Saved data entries

.....

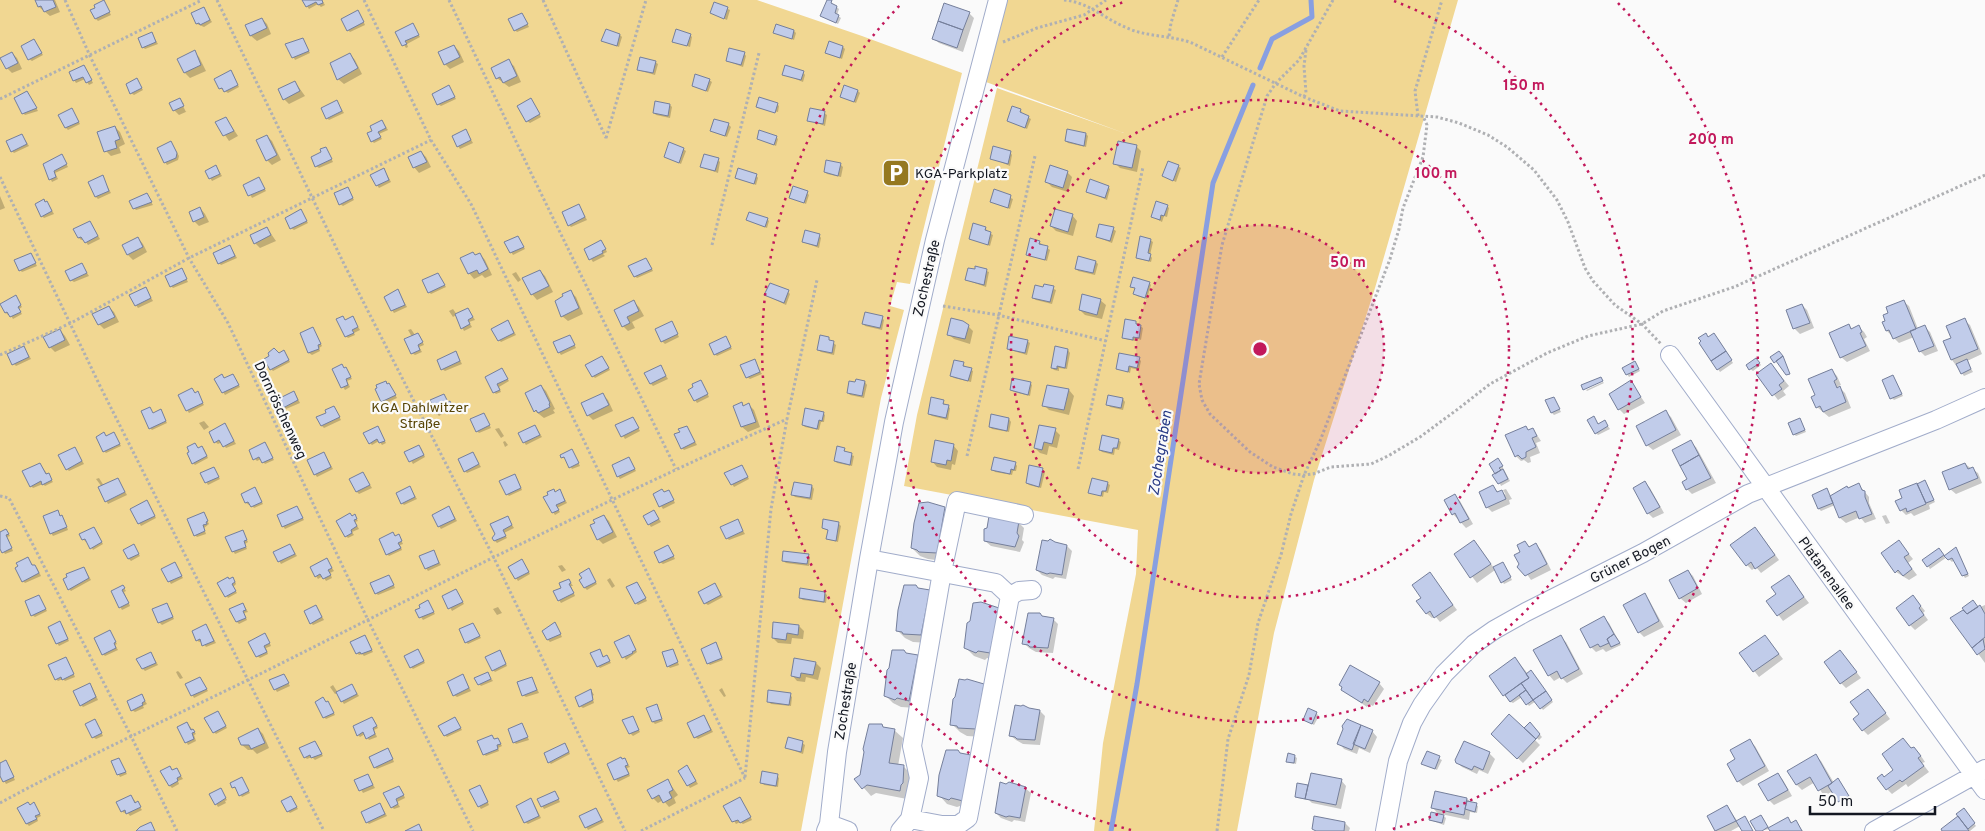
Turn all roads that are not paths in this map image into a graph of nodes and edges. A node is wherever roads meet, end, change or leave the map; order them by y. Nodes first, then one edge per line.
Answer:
1 (998, 0) edge
2 (1670, 355) road end
3 (1985, 398) edge
4 (1766, 488) junction
5 (1024, 515) dead end
6 (868, 558) junction
7 (942, 572) junction
8 (1032, 590) dead end
9 (1010, 596) junction
10 (1979, 771) edge
11 (1985, 790) edge
12 (905, 825) edge
13 (828, 828) edge
14 (848, 831) edge
15 (1385, 831) edge
16 (1874, 831) edge

1 - 6 street, Zochestraße
2 - 4 street, Platanenallee
3 - 4 street, Grüner Bogen
4 - 10 street, Platanenallee
4 - 15 street, Grüner Bogen
5 - 7 street
6 - 7 street
6 - 13 street, Zochestraße
7 - 9 street
7 - 12 street
8 - 9 street
9 - 12 street
10 - 11 street, Platanenallee
10 - 16 street
13 - 14 street, Zochestraße

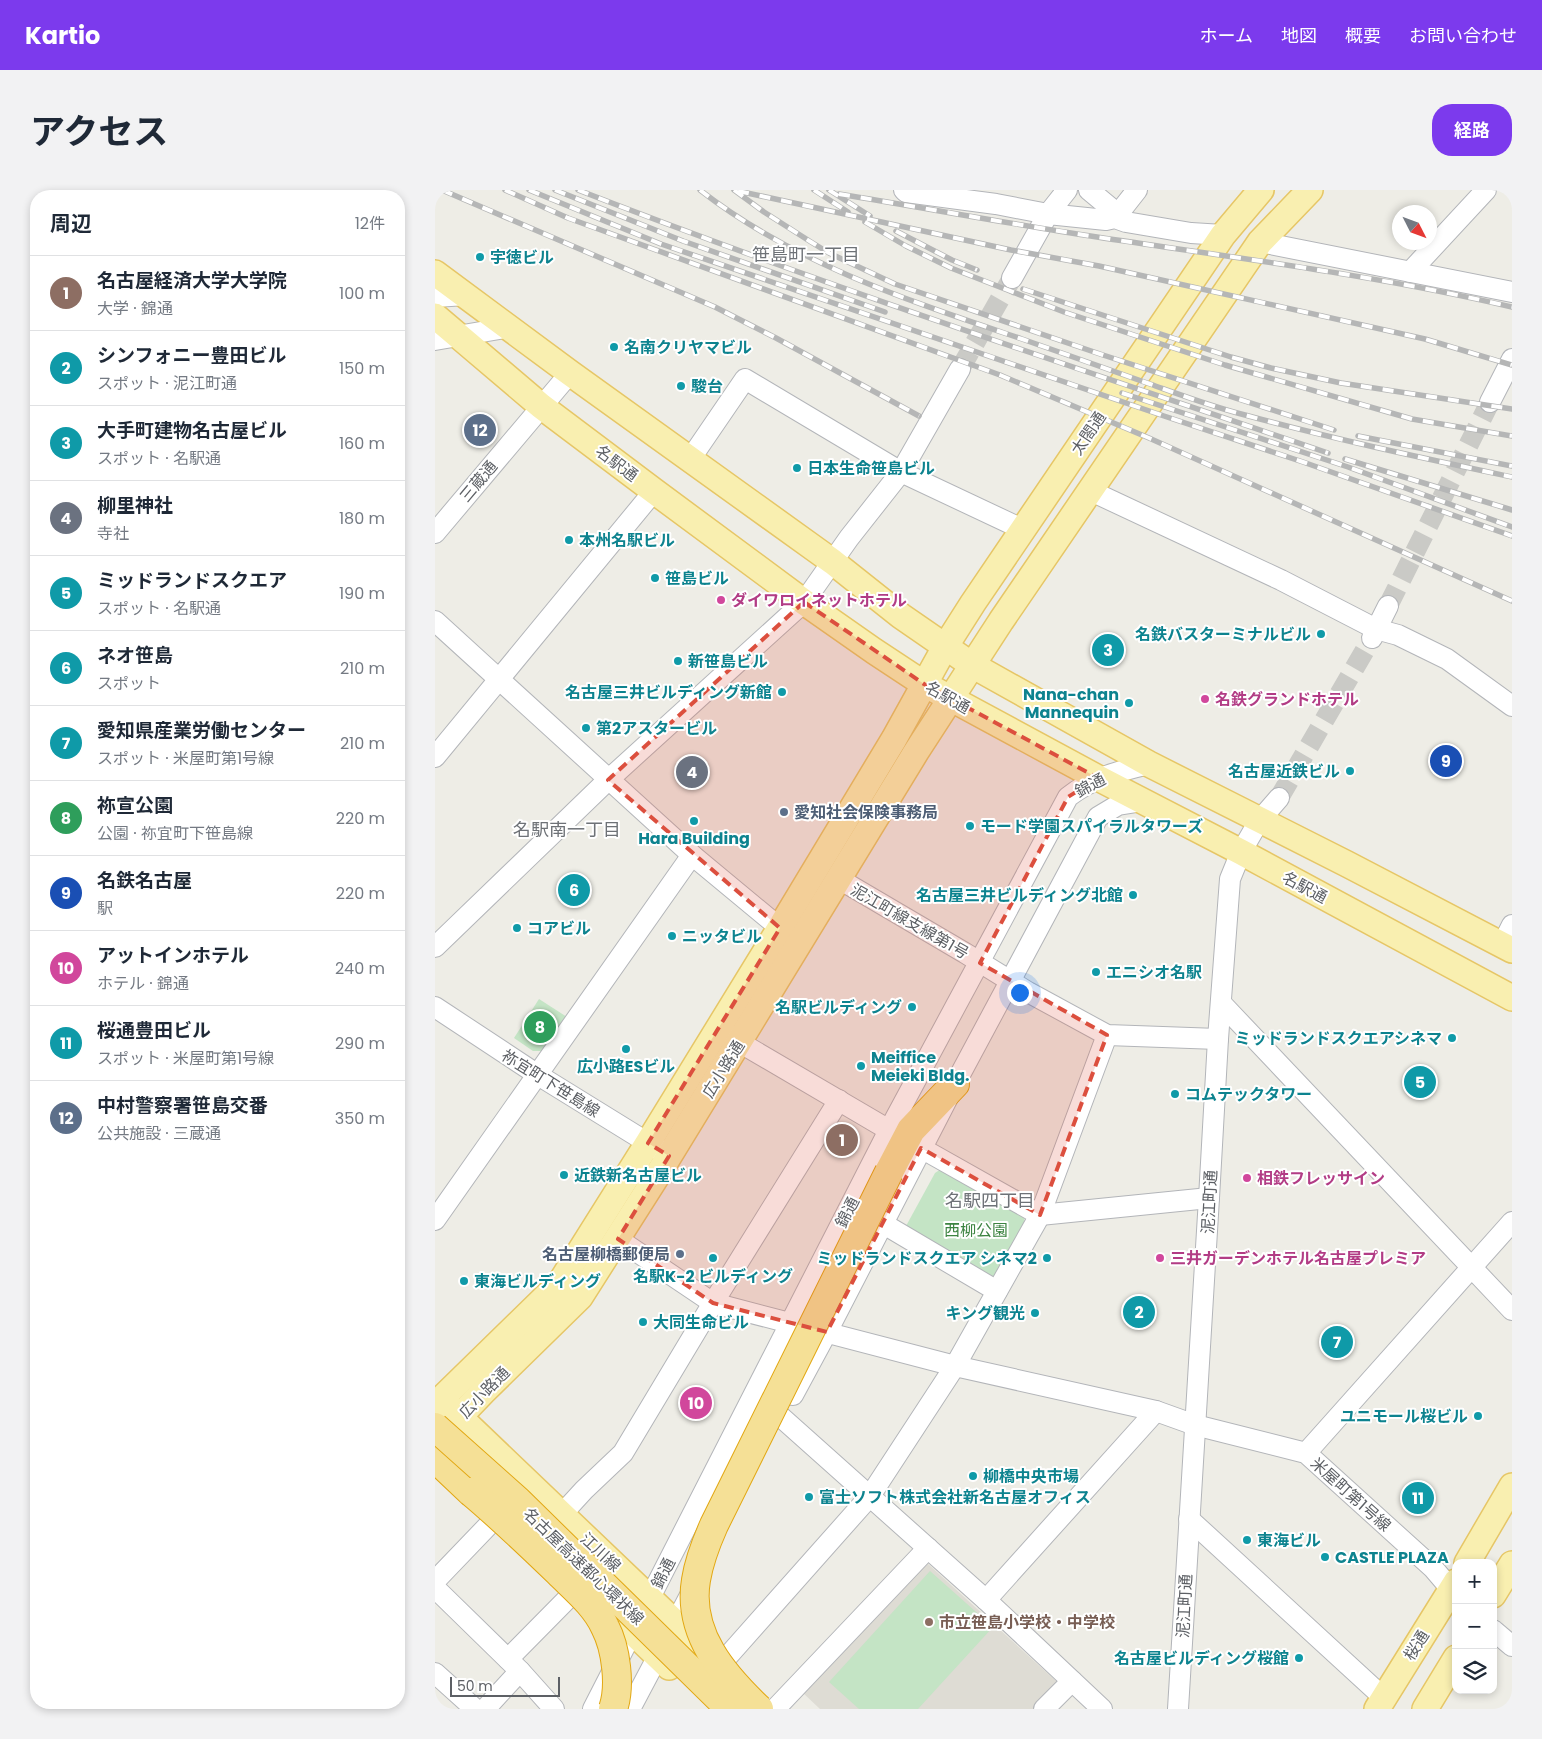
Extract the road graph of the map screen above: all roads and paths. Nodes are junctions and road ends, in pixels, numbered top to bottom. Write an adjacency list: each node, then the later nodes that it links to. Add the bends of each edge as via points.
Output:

.....

WHAT IS REQUIRED :: An exact copy of the entries above is required; pictures are not part of it.

OUTPUT FOR THIS TASK ::
Turn all roads that are not paths in this map image into a graph of nodes and edges. A node is wherever roads meet, end, change or leave the map; order them by y. Nodes first, then one edge per line.
Answer:
1 (998, 0) edge
2 (1670, 355) road end
3 (1985, 398) edge
4 (1766, 488) junction
5 (1024, 515) dead end
6 (868, 558) junction
7 (942, 572) junction
8 (1032, 590) dead end
9 (1010, 596) junction
10 (1979, 771) edge
11 (1985, 790) edge
12 (905, 825) edge
13 (828, 828) edge
14 (848, 831) edge
15 (1385, 831) edge
16 (1874, 831) edge

1 - 6 street, Zochestraße
2 - 4 street, Platanenallee
3 - 4 street, Grüner Bogen
4 - 10 street, Platanenallee
4 - 15 street, Grüner Bogen
5 - 7 street
6 - 7 street
6 - 13 street, Zochestraße
7 - 9 street
7 - 12 street
8 - 9 street
9 - 12 street
10 - 11 street, Platanenallee
10 - 16 street
13 - 14 street, Zochestraße

Extract the road graph of the map screen above: all roads and paths. Nodes are junctions and road ends, in pixels, numbered top to bottom. Write an adjacency list: each node, then the later nodes that it links to. Add the bends of each edge as via points.
Output:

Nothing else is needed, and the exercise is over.